Stored data:
────

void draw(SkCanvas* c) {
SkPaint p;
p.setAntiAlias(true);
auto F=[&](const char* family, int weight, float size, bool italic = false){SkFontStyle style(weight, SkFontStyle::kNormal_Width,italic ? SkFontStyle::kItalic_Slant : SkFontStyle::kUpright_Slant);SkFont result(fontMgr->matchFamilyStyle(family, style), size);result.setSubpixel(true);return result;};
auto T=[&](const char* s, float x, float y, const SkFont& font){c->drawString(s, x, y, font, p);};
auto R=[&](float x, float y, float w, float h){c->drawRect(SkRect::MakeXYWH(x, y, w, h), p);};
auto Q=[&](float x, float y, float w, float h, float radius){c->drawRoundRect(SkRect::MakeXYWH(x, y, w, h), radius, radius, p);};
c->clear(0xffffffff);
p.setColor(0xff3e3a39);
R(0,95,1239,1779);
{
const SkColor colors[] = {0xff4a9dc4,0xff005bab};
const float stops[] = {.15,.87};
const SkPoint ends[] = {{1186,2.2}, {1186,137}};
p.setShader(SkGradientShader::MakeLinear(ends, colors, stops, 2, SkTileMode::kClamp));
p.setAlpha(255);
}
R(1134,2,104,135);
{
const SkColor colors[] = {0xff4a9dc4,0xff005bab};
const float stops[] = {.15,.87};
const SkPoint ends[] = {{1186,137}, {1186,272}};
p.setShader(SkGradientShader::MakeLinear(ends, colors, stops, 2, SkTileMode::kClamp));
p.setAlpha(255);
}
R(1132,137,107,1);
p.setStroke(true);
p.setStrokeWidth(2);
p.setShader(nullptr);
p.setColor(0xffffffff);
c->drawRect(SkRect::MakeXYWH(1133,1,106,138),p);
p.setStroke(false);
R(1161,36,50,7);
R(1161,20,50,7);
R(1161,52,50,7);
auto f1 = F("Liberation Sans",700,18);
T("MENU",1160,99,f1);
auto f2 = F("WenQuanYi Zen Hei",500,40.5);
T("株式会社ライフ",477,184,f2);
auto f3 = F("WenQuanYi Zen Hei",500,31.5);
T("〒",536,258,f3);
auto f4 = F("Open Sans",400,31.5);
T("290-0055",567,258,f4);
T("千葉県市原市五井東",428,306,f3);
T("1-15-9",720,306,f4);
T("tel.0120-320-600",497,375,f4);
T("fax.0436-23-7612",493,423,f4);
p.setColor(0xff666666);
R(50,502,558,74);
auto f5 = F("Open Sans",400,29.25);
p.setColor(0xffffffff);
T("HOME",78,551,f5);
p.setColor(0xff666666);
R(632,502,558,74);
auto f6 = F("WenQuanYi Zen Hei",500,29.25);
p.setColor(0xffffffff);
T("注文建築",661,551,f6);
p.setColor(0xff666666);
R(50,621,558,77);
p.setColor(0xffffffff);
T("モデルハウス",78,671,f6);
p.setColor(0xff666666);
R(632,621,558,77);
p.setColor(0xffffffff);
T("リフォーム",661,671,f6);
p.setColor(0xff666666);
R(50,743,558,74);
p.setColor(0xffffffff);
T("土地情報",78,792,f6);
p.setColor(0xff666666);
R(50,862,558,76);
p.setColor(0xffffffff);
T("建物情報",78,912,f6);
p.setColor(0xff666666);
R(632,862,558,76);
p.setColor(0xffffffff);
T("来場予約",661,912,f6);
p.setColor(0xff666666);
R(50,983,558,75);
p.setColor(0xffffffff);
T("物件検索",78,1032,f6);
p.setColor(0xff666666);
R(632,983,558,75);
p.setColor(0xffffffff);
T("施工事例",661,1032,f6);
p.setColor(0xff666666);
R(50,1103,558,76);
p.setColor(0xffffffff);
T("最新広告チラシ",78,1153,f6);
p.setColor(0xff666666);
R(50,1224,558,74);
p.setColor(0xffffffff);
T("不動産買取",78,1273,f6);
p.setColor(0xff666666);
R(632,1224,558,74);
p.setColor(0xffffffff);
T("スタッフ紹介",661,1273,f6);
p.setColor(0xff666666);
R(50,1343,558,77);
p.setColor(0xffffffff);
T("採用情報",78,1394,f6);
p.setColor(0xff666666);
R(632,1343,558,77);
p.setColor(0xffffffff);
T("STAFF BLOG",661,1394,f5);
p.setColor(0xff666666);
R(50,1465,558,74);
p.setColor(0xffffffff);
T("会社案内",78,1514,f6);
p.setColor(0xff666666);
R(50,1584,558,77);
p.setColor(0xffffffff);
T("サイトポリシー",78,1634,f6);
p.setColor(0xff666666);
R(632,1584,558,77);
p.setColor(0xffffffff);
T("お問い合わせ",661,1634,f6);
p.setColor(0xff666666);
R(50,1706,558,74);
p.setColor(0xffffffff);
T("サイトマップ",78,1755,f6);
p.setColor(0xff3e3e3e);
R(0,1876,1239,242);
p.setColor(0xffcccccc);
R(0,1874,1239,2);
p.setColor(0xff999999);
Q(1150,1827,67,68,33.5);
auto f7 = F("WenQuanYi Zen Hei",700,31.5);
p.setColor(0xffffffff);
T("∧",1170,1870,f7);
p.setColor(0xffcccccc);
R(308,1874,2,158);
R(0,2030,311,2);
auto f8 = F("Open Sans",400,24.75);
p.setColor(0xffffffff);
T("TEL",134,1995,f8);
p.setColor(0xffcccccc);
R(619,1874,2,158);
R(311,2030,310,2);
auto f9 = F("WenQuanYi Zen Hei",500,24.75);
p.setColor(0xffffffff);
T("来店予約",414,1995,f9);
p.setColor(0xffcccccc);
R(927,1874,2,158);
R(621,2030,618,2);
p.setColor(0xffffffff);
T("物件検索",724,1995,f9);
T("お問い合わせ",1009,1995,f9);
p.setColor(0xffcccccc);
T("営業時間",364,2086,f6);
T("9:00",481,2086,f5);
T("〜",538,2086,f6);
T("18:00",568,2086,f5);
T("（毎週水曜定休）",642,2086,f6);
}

────

> [WORK TASK] Give back exactly the lines from the first line of the records through the line holding "auto F=[&](const char*", including both of those lines and leaving out all others.

> [RESPONSE AREA]
void draw(SkCanvas* c) {
SkPaint p;
p.setAntiAlias(true);
auto F=[&](const char* family, int weight, float size, bool italic = false){SkFontStyle style(weight, SkFontStyle::kNormal_Width,italic ? SkFontStyle::kItalic_Slant : SkFontStyle::kUpright_Slant);SkFont result(fontMgr->matchFamilyStyle(family, style), size);result.setSubpixel(true);return result;};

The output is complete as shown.